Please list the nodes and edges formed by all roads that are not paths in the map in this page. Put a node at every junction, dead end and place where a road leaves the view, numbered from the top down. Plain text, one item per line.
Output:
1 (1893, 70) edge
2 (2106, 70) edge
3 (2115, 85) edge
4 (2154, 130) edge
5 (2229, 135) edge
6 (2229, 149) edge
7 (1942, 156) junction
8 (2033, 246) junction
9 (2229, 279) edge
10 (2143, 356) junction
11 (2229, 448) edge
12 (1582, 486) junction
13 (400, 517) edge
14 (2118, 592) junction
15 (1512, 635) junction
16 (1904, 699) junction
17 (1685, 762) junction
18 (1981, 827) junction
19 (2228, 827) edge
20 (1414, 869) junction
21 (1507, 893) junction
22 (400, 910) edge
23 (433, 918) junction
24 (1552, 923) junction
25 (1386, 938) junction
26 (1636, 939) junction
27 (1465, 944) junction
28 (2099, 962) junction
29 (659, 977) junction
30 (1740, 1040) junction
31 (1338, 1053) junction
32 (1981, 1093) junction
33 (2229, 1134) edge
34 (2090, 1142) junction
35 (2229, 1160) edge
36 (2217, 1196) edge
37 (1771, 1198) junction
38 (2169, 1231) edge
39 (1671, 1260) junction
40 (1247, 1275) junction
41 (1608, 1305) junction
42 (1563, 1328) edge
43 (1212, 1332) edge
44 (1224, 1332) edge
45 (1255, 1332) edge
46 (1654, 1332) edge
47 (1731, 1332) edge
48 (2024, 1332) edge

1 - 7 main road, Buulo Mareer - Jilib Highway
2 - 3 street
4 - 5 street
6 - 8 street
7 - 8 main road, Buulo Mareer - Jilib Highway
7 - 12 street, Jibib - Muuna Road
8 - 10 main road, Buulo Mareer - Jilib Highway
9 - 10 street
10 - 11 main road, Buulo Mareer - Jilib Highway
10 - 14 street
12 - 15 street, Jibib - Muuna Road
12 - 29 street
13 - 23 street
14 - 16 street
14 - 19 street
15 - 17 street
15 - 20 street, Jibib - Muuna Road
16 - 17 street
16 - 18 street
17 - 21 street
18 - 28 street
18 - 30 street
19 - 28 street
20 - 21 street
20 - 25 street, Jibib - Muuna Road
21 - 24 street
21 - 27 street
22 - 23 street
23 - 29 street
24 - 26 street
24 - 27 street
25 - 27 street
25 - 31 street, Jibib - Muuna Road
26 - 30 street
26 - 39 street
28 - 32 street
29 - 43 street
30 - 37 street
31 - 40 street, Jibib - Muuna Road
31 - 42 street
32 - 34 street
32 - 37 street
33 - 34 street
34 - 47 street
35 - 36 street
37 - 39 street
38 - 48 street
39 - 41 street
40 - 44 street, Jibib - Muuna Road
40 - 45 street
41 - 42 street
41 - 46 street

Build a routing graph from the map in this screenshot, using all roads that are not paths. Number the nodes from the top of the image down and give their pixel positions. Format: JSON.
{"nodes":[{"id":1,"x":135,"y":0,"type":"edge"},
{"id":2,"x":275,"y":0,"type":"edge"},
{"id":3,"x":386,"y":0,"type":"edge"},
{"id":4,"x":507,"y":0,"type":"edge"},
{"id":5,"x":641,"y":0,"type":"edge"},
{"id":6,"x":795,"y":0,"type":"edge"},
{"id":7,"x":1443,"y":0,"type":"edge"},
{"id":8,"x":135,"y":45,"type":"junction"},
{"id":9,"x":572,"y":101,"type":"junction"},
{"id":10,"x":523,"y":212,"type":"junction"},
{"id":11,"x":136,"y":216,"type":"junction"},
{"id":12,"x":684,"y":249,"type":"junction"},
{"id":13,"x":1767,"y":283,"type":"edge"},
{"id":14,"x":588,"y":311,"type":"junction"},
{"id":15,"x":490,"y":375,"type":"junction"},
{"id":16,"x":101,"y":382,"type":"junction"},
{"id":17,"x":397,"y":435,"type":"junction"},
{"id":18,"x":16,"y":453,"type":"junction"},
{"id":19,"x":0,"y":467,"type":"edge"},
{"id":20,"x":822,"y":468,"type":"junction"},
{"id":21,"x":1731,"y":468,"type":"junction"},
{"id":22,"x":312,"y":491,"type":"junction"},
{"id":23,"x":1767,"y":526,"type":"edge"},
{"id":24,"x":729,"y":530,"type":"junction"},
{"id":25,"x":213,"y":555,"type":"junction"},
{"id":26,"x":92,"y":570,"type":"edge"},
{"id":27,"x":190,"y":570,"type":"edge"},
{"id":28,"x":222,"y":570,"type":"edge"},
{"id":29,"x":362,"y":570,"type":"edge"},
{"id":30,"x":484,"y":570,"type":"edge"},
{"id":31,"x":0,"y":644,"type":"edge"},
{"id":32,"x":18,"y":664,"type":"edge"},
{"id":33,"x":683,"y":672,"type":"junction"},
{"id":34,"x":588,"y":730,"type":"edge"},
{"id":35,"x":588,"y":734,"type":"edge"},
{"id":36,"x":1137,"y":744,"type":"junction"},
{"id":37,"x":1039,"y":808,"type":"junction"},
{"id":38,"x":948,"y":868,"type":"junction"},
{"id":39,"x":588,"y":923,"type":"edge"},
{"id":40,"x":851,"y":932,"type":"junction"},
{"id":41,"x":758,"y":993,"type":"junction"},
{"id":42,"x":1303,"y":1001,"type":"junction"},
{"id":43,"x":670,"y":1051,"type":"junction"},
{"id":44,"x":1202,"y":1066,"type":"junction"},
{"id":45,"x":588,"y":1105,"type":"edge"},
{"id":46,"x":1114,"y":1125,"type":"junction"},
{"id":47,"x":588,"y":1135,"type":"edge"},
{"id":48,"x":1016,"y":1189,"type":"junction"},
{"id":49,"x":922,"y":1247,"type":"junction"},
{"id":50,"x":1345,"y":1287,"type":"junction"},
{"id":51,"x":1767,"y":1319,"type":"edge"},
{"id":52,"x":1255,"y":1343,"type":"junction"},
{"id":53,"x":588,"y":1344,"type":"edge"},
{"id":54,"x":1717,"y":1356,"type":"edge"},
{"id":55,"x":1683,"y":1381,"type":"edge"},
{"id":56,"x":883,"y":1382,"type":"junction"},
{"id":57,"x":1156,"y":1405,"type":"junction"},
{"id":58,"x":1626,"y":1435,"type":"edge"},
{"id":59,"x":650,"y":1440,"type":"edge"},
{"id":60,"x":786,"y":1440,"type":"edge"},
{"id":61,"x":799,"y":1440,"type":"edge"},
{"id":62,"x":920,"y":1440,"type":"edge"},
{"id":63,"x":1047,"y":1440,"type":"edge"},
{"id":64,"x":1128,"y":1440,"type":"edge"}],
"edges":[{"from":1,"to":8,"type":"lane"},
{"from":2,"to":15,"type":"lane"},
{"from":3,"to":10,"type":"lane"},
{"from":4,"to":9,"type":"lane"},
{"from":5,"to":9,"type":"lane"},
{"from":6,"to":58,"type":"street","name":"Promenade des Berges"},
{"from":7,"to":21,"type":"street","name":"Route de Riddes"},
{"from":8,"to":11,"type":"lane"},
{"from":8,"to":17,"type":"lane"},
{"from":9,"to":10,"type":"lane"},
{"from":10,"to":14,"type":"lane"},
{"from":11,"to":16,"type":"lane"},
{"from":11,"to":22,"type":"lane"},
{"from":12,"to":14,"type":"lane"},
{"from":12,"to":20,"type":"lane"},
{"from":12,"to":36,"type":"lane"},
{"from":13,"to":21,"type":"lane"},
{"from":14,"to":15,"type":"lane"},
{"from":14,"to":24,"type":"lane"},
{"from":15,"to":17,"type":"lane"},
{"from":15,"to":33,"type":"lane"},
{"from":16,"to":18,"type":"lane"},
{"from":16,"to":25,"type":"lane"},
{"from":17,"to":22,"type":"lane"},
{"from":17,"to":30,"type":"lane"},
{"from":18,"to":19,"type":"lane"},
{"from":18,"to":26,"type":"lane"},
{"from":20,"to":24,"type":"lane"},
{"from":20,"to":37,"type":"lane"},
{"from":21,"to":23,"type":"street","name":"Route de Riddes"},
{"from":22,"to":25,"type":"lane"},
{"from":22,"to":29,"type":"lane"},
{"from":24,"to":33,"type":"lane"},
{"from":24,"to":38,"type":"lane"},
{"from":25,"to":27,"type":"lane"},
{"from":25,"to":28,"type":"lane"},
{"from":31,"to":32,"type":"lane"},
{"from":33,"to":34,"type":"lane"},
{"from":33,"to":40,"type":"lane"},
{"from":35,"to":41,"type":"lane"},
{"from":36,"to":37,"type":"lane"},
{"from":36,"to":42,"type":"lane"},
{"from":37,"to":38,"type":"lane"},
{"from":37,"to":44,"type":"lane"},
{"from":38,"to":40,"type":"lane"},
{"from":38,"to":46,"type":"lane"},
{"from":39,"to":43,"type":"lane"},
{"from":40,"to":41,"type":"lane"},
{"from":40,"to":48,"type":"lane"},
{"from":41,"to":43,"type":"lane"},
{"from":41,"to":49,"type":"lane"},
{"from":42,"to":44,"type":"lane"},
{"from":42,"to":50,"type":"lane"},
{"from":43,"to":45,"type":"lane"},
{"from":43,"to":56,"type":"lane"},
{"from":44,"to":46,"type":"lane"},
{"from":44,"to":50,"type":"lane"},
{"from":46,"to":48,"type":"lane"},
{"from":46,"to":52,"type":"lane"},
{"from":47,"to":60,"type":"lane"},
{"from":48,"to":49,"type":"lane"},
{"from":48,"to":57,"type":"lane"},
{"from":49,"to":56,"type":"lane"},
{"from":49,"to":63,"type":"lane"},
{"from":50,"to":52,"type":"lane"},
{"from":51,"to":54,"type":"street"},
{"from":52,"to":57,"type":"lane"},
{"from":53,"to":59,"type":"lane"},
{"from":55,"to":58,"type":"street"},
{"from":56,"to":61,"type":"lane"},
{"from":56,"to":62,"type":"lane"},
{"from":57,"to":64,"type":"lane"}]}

==*==

**TASK STATEMENT**: Go through the material and copy every line in which the word "paths" occurs.

**SOLUTION TO THE EXERCISE**:
Please list the nodes and edges formed by all roads that are not paths in the map in this page. Put a node at every junction, dead end and place where a road leaves the view, numbered from the top down. Plain text, one item per line.
Build a routing graph from the map in this screenshot, using all roads that are not paths. Number the nodes from the top of the image down and give their pixel positions. Format: JSON.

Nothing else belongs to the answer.